(Collected data)
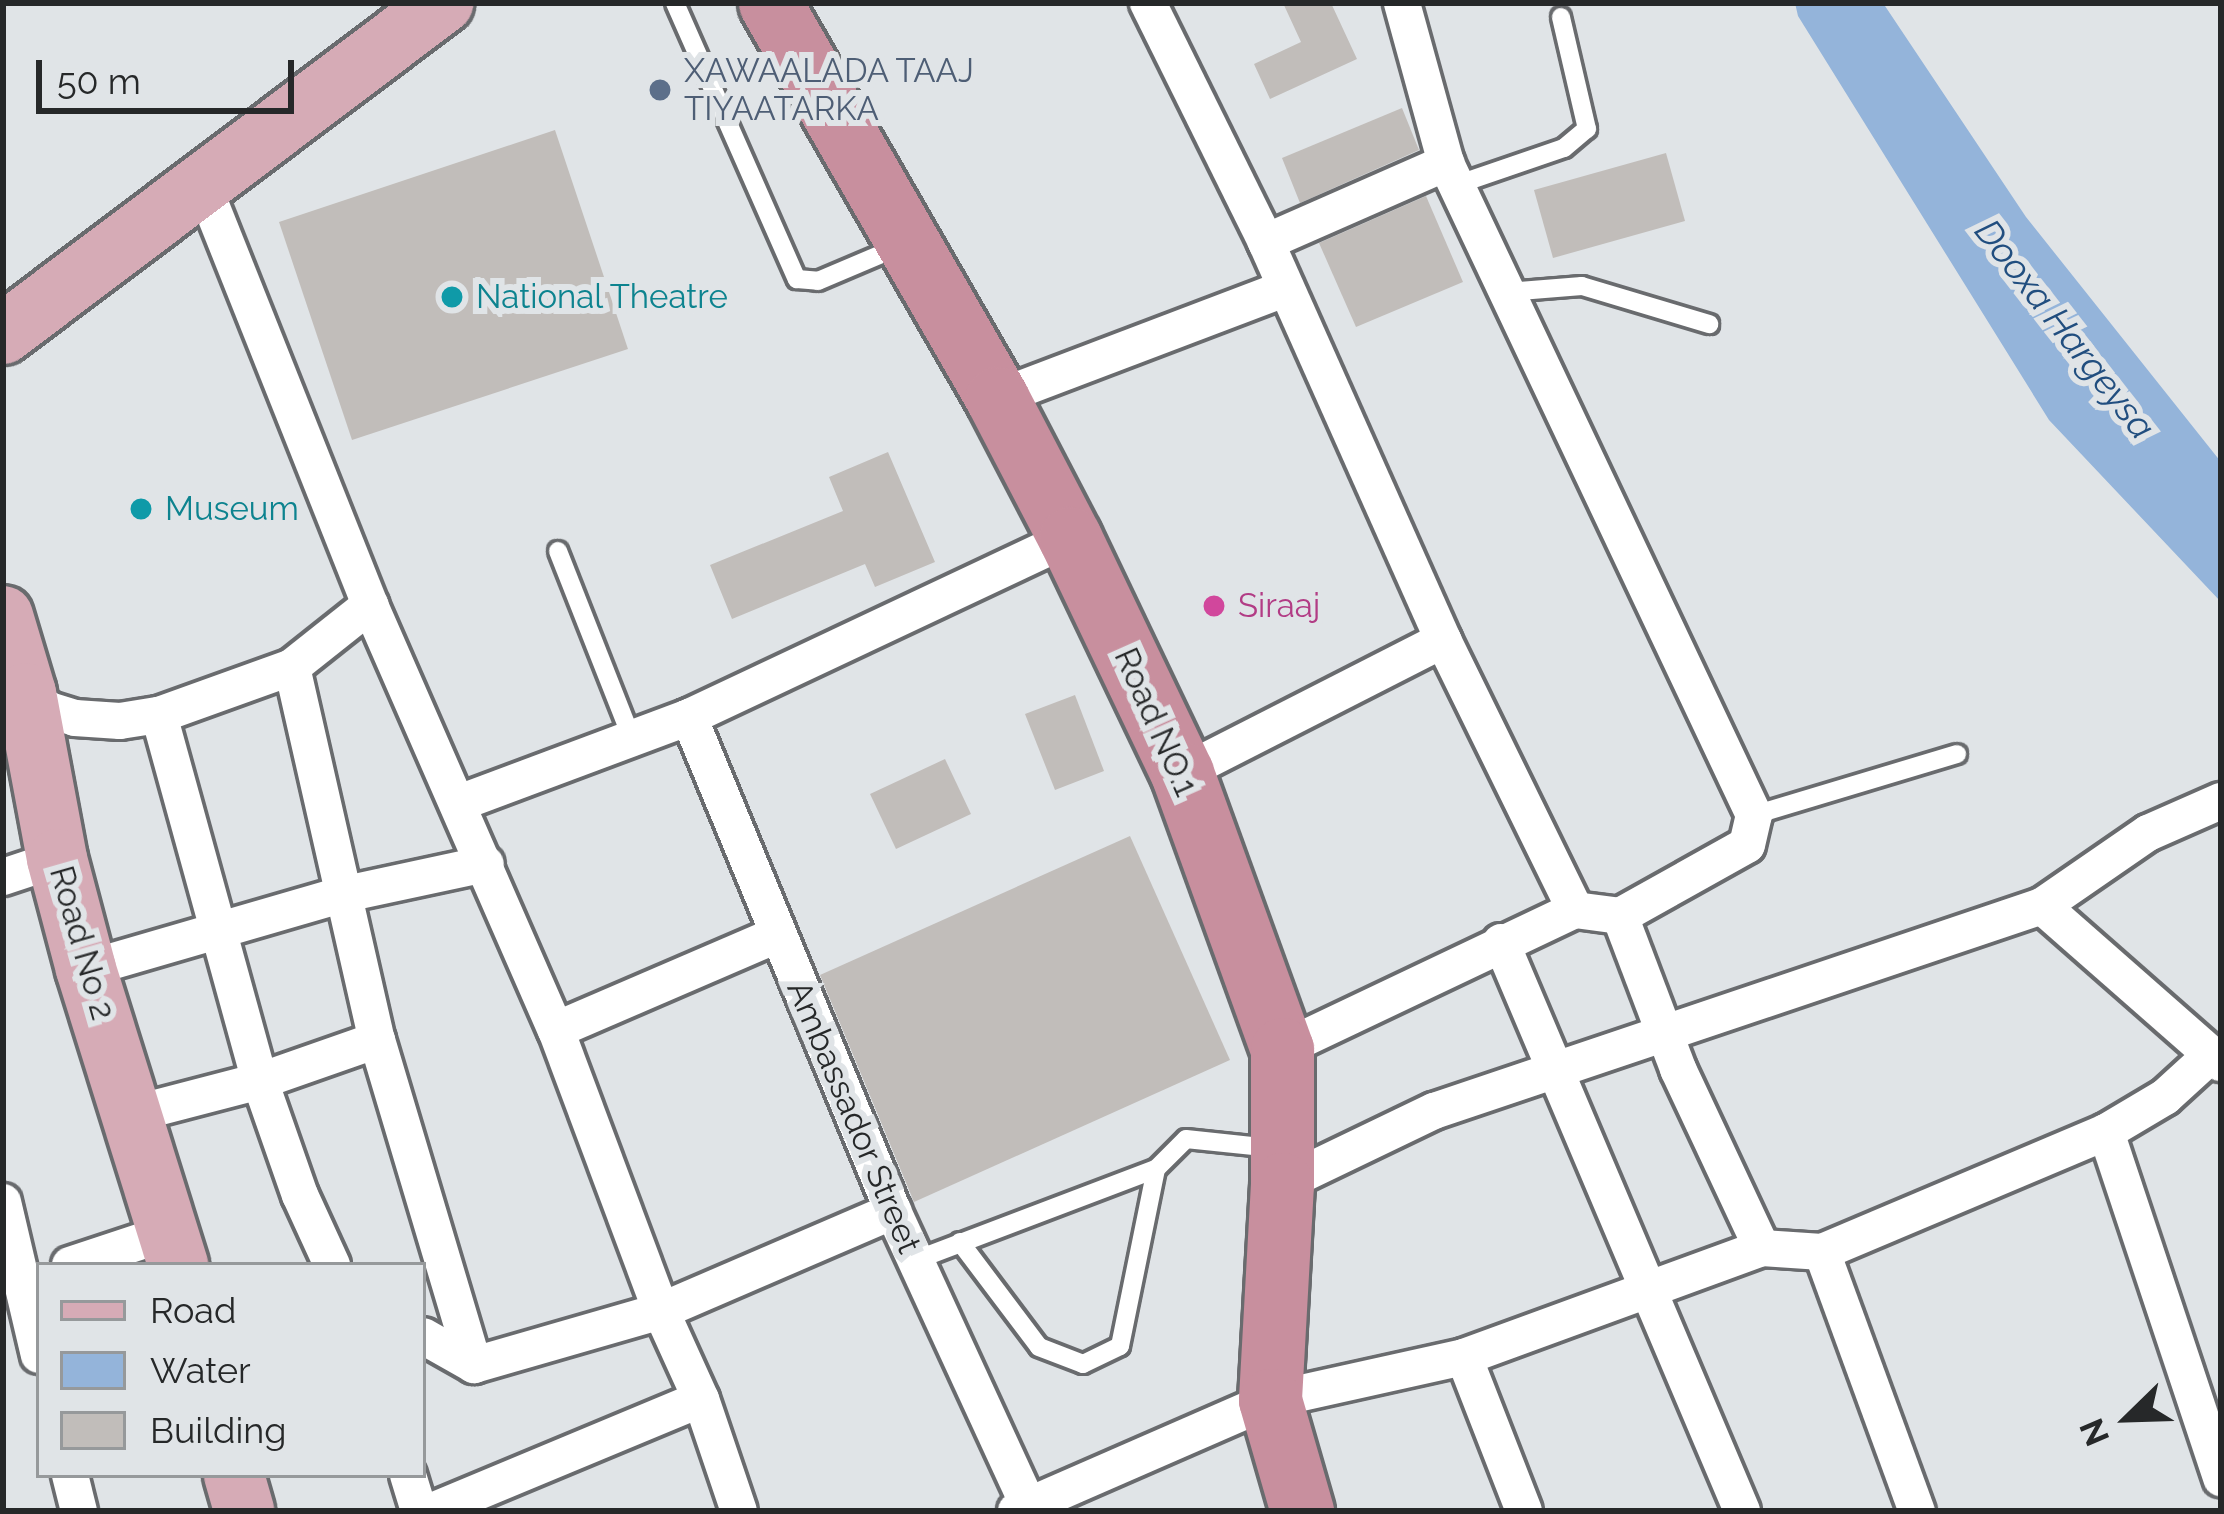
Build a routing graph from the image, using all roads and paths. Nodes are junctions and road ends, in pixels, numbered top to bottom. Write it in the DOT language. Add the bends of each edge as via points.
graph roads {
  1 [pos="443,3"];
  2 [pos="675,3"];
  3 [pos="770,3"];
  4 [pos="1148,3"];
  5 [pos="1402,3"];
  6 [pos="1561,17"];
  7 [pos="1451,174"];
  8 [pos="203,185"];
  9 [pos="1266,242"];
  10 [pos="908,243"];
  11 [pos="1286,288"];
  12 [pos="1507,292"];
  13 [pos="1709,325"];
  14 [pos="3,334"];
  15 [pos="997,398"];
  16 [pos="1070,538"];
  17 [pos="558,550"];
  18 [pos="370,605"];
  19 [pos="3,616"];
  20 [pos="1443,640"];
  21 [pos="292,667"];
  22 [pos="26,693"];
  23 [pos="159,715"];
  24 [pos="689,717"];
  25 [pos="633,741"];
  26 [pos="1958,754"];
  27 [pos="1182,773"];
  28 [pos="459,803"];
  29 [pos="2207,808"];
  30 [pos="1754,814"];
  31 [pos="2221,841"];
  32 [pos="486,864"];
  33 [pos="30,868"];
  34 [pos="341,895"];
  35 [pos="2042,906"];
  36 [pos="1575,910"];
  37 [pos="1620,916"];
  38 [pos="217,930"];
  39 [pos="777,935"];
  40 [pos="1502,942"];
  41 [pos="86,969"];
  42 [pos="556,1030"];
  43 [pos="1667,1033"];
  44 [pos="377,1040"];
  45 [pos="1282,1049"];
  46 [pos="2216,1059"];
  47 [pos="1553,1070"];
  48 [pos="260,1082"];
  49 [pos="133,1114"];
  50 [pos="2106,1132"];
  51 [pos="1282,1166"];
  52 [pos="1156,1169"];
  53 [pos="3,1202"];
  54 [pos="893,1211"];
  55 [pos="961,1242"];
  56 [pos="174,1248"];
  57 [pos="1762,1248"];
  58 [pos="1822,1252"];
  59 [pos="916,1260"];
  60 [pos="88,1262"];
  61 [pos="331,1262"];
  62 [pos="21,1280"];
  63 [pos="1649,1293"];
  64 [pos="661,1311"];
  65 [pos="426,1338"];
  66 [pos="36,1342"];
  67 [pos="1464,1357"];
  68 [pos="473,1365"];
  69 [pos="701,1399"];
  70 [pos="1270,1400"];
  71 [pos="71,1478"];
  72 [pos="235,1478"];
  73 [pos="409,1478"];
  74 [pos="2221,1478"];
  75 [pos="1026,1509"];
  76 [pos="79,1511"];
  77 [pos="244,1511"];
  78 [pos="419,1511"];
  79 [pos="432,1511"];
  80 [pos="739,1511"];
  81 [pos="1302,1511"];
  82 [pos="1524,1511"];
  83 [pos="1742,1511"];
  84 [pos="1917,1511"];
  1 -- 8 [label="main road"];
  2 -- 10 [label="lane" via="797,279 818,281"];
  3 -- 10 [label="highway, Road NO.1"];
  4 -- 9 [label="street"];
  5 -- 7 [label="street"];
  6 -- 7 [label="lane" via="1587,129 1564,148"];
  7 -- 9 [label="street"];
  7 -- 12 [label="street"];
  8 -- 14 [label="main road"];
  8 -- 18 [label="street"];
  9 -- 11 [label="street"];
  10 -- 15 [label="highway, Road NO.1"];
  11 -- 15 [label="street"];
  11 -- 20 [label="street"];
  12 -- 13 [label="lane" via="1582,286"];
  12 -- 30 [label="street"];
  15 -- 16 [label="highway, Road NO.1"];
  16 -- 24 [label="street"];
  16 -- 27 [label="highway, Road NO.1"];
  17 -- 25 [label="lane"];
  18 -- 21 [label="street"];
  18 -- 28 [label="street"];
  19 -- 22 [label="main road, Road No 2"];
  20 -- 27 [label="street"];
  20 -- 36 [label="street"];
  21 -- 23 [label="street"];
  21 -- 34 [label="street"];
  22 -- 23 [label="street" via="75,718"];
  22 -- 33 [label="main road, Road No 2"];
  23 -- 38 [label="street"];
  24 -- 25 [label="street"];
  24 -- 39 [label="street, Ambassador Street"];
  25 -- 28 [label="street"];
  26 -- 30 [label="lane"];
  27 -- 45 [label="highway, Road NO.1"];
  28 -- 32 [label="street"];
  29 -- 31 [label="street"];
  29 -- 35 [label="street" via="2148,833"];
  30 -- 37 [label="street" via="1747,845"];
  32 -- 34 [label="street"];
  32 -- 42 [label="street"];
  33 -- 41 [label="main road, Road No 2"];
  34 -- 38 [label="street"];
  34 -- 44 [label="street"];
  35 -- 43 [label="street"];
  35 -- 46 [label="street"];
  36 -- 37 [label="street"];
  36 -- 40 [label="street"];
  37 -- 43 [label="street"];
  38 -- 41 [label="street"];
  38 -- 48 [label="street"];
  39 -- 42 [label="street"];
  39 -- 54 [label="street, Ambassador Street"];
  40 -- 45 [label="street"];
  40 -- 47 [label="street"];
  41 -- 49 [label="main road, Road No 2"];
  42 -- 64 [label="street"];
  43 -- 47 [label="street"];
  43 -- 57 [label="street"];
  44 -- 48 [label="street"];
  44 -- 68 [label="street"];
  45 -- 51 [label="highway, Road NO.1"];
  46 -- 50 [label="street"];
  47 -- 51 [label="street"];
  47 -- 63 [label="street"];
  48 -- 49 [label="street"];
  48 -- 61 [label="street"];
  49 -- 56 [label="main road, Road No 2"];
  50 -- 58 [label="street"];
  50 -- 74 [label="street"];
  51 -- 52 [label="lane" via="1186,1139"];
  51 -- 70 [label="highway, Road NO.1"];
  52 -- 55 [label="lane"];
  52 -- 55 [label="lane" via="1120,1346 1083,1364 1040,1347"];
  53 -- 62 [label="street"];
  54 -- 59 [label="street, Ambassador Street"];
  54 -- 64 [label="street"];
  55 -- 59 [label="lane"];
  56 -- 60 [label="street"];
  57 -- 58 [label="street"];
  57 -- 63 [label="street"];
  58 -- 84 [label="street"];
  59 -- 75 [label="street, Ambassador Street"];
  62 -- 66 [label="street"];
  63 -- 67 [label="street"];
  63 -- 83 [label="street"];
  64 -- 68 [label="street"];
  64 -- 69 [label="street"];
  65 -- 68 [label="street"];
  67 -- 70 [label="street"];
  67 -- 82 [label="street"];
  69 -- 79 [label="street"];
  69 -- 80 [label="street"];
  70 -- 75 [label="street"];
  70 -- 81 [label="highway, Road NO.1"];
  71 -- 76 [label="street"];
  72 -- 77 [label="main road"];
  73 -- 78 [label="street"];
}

§ **Work instruction**
Your answer should be all lines from the data that contain "Ambassador".

§ **Exercise solution**
  24 -- 39 [label="street, Ambassador Street"];
  39 -- 54 [label="street, Ambassador Street"];
  54 -- 59 [label="street, Ambassador Street"];
  59 -- 75 [label="street, Ambassador Street"];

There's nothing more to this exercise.